Crisp, clear and short introductory explanation of the how Data Vault has evolved from Dimensional Modeling. Personal thanks to the engaging and excellent presenter.
Data Vault is typically used for the main DW layer. This layer is integrated, non-volatile, time-variant, and subject oriented (@ Inmon) and auditable, agile, atomic etc. The business meaning implied by the "conformed" dimension in this example represents the common business rule transformations. These are intended to be completed within the DW layer as part of the target or BDW area. In the same layer there is also a RAW area (traceability). The Data Marts remain Dimensional Models.

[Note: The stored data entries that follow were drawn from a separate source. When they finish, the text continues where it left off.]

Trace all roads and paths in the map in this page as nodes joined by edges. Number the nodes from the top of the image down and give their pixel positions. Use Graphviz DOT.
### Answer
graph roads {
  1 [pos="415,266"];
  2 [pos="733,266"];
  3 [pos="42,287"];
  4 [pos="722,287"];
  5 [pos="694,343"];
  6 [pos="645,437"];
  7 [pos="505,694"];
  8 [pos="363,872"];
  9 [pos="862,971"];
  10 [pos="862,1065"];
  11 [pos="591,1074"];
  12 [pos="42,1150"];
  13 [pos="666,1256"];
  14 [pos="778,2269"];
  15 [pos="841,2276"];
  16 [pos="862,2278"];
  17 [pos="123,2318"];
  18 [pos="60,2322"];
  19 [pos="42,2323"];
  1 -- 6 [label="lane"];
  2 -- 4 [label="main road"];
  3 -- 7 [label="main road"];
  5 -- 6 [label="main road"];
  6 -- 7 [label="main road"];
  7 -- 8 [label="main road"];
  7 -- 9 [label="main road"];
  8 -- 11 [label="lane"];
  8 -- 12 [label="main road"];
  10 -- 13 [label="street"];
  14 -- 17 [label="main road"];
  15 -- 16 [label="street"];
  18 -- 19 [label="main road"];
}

Thanks for the Great Introduction into Data Vault. The videos in the academy are great. Appreciate if you could put a logical structure of Videos that can be read on a sequential basis
Thanks for sharing the concept. My queries are: How is this different from Snowflake? The detail lies is implementation because of more joins and hence performance for faster read.
How can we design the already connected dimension tables to the fact table in Data vault ? You were just explaining about the extended dimensions with vault
Very clear explanation. Thanks! Simple Question: If I aggregate Sales upwards, via the link tables, to a unique customer contained within the hub, how do I know what version of a Satellite record to use. A unique Hub record can now have multiple Satellite records by having different Load Dates.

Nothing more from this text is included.